→ Task objective
Retype each record below word for word, pictures excluded.

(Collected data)
"""

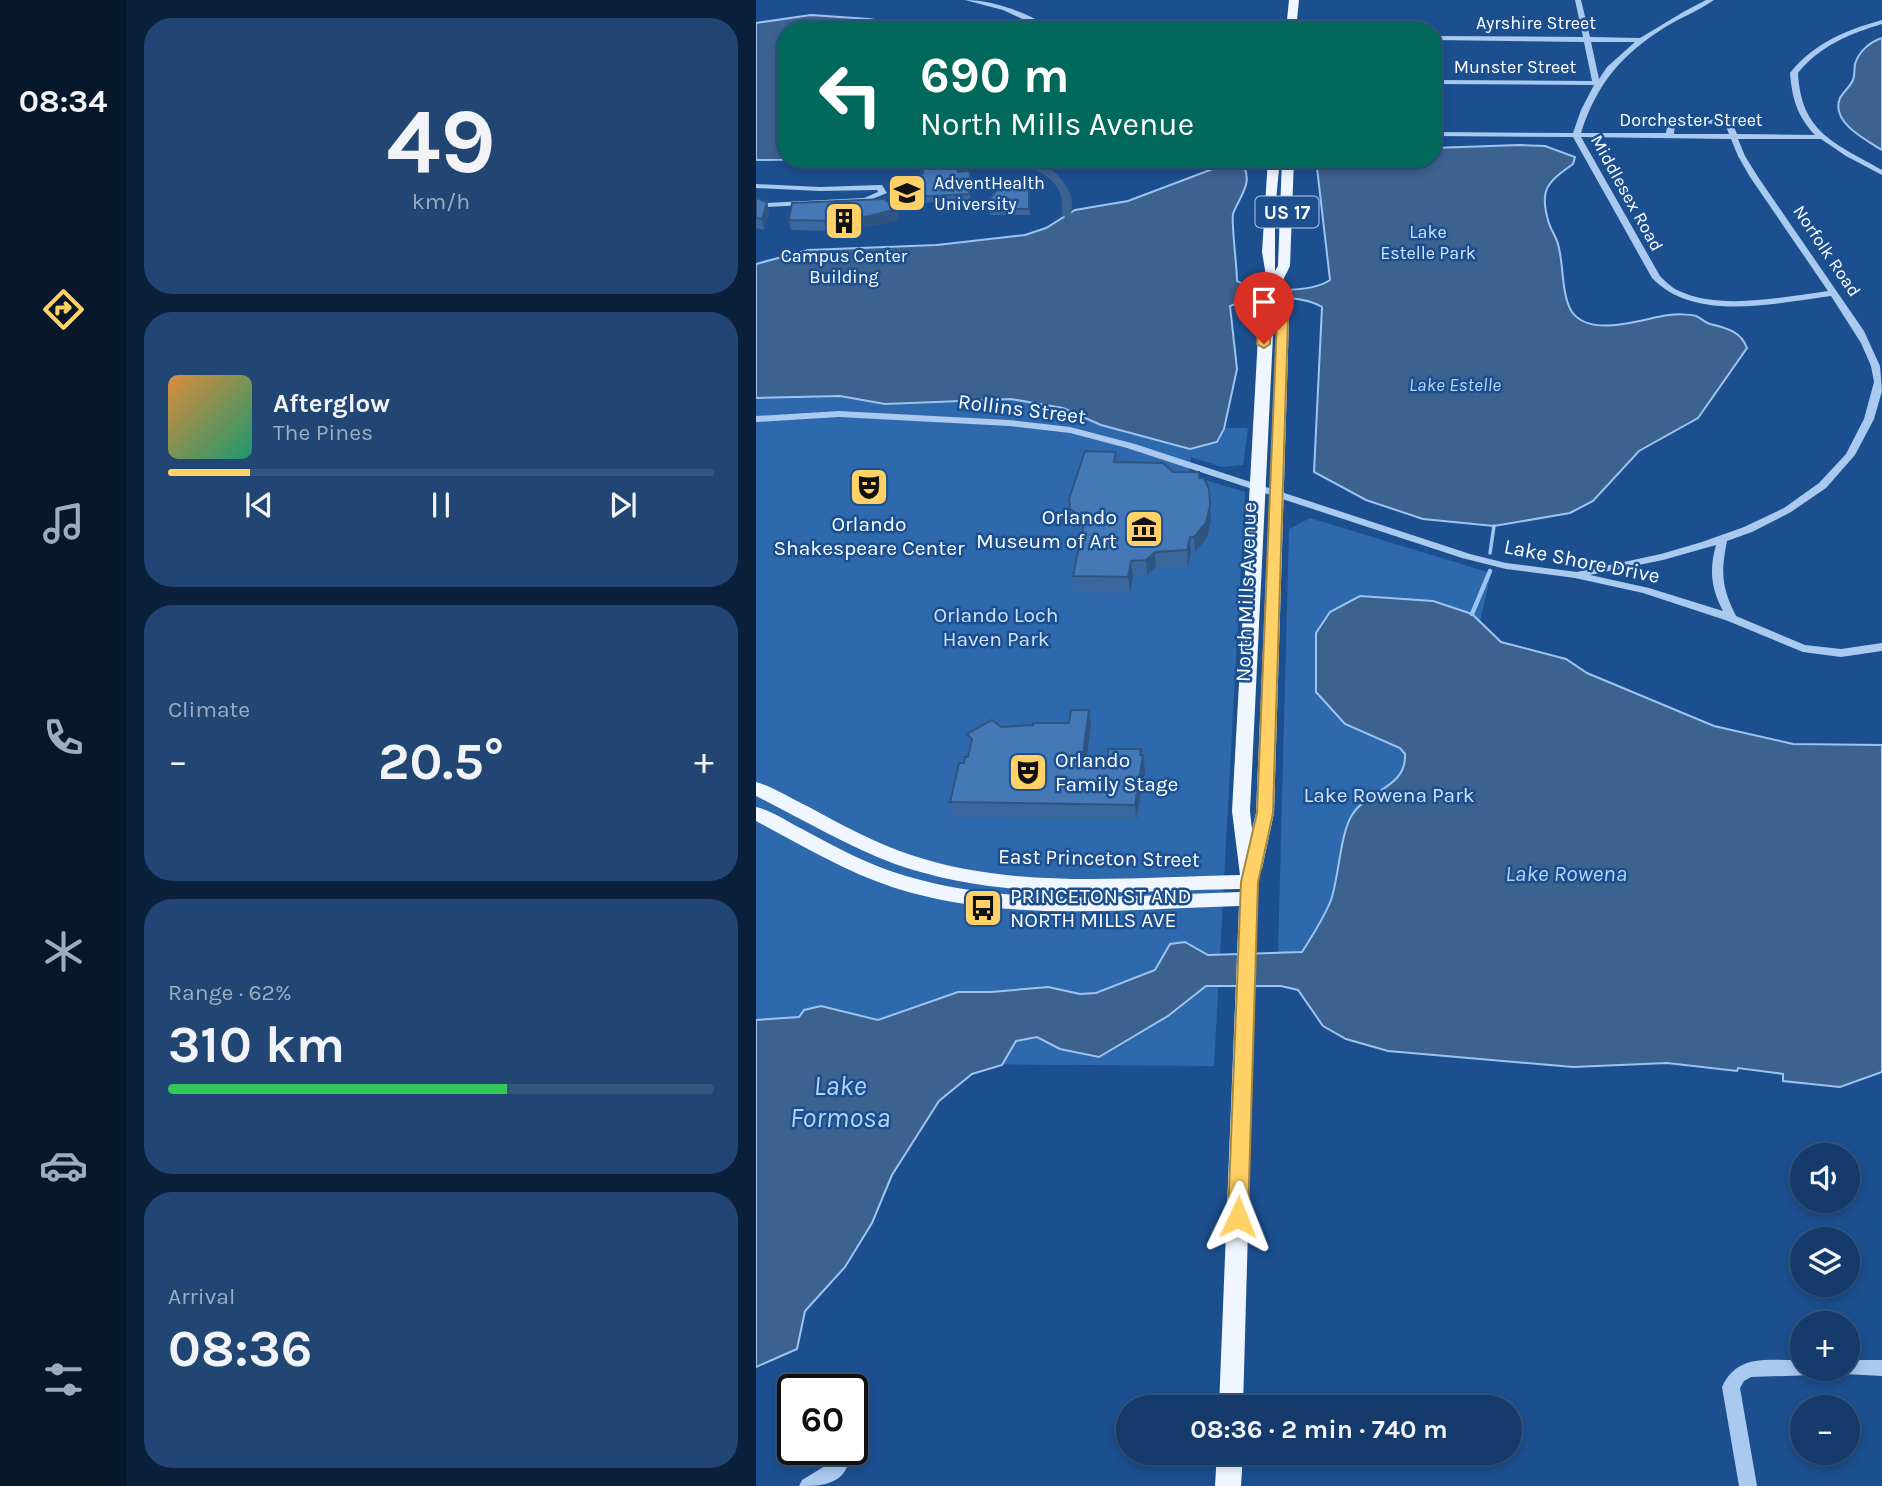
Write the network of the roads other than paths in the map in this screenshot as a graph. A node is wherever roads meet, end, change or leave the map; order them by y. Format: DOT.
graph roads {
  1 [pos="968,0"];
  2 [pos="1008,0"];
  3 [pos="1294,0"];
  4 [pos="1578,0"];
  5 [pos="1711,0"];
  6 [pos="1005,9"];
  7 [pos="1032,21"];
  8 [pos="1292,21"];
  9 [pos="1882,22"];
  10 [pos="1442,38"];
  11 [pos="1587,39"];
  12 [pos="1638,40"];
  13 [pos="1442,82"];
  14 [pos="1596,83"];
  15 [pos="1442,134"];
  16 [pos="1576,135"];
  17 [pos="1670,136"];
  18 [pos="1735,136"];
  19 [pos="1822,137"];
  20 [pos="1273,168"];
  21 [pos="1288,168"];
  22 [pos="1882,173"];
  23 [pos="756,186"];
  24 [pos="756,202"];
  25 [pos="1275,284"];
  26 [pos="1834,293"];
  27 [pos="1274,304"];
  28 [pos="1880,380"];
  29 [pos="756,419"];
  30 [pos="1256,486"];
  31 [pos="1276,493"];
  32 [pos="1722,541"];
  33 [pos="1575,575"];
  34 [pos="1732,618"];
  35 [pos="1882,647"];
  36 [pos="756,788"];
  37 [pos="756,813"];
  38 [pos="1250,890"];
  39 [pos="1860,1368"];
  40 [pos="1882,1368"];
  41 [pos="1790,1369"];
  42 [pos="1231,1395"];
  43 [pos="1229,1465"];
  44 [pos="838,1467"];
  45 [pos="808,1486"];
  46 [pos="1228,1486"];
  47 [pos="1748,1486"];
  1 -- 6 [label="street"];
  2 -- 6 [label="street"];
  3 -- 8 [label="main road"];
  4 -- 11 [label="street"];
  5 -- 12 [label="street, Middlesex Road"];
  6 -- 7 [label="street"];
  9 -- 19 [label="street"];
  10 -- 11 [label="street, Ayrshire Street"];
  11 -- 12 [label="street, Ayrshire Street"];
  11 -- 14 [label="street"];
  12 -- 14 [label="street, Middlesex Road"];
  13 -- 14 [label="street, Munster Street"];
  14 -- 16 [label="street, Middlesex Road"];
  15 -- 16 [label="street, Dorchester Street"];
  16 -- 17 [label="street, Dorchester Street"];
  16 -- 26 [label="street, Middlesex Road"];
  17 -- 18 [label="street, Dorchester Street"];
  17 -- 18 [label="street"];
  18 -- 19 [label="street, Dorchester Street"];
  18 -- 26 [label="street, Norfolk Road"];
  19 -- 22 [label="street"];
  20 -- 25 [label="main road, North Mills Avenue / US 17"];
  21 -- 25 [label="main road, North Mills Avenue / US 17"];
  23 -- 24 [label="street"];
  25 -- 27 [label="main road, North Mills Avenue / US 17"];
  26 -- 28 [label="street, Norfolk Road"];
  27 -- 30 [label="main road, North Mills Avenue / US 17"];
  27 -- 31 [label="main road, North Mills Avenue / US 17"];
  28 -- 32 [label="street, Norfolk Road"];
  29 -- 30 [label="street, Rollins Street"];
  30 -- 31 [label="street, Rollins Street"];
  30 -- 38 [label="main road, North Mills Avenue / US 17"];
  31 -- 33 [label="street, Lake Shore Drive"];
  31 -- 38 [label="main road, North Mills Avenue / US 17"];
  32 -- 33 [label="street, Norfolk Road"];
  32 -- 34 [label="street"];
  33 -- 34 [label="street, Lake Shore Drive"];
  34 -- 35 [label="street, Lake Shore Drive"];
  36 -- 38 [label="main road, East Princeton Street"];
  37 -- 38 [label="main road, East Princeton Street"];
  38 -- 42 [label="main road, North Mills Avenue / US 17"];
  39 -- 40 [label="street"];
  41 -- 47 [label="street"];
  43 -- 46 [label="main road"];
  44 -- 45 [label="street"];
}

"""

→ Response to the exercise
Write the network of the roads other than paths in the map in this screenshot as a graph. A node is wherever roads meet, end, change or leave the map; order them by y. Format: DOT.
graph roads {
  1 [pos="968,0"];
  2 [pos="1008,0"];
  3 [pos="1294,0"];
  4 [pos="1578,0"];
  5 [pos="1711,0"];
  6 [pos="1005,9"];
  7 [pos="1032,21"];
  8 [pos="1292,21"];
  9 [pos="1882,22"];
  10 [pos="1442,38"];
  11 [pos="1587,39"];
  12 [pos="1638,40"];
  13 [pos="1442,82"];
  14 [pos="1596,83"];
  15 [pos="1442,134"];
  16 [pos="1576,135"];
  17 [pos="1670,136"];
  18 [pos="1735,136"];
  19 [pos="1822,137"];
  20 [pos="1273,168"];
  21 [pos="1288,168"];
  22 [pos="1882,173"];
  23 [pos="756,186"];
  24 [pos="756,202"];
  25 [pos="1275,284"];
  26 [pos="1834,293"];
  27 [pos="1274,304"];
  28 [pos="1880,380"];
  29 [pos="756,419"];
  30 [pos="1256,486"];
  31 [pos="1276,493"];
  32 [pos="1722,541"];
  33 [pos="1575,575"];
  34 [pos="1732,618"];
  35 [pos="1882,647"];
  36 [pos="756,788"];
  37 [pos="756,813"];
  38 [pos="1250,890"];
  39 [pos="1860,1368"];
  40 [pos="1882,1368"];
  41 [pos="1790,1369"];
  42 [pos="1231,1395"];
  43 [pos="1229,1465"];
  44 [pos="838,1467"];
  45 [pos="808,1486"];
  46 [pos="1228,1486"];
  47 [pos="1748,1486"];
  1 -- 6 [label="street"];
  2 -- 6 [label="street"];
  3 -- 8 [label="main road"];
  4 -- 11 [label="street"];
  5 -- 12 [label="street, Middlesex Road"];
  6 -- 7 [label="street"];
  9 -- 19 [label="street"];
  10 -- 11 [label="street, Ayrshire Street"];
  11 -- 12 [label="street, Ayrshire Street"];
  11 -- 14 [label="street"];
  12 -- 14 [label="street, Middlesex Road"];
  13 -- 14 [label="street, Munster Street"];
  14 -- 16 [label="street, Middlesex Road"];
  15 -- 16 [label="street, Dorchester Street"];
  16 -- 17 [label="street, Dorchester Street"];
  16 -- 26 [label="street, Middlesex Road"];
  17 -- 18 [label="street, Dorchester Street"];
  17 -- 18 [label="street"];
  18 -- 19 [label="street, Dorchester Street"];
  18 -- 26 [label="street, Norfolk Road"];
  19 -- 22 [label="street"];
  20 -- 25 [label="main road, North Mills Avenue / US 17"];
  21 -- 25 [label="main road, North Mills Avenue / US 17"];
  23 -- 24 [label="street"];
  25 -- 27 [label="main road, North Mills Avenue / US 17"];
  26 -- 28 [label="street, Norfolk Road"];
  27 -- 30 [label="main road, North Mills Avenue / US 17"];
  27 -- 31 [label="main road, North Mills Avenue / US 17"];
  28 -- 32 [label="street, Norfolk Road"];
  29 -- 30 [label="street, Rollins Street"];
  30 -- 31 [label="street, Rollins Street"];
  30 -- 38 [label="main road, North Mills Avenue / US 17"];
  31 -- 33 [label="street, Lake Shore Drive"];
  31 -- 38 [label="main road, North Mills Avenue / US 17"];
  32 -- 33 [label="street, Norfolk Road"];
  32 -- 34 [label="street"];
  33 -- 34 [label="street, Lake Shore Drive"];
  34 -- 35 [label="street, Lake Shore Drive"];
  36 -- 38 [label="main road, East Princeton Street"];
  37 -- 38 [label="main road, East Princeton Street"];
  38 -- 42 [label="main road, North Mills Avenue / US 17"];
  39 -- 40 [label="street"];
  41 -- 47 [label="street"];
  43 -- 46 [label="main road"];
  44 -- 45 [label="street"];
}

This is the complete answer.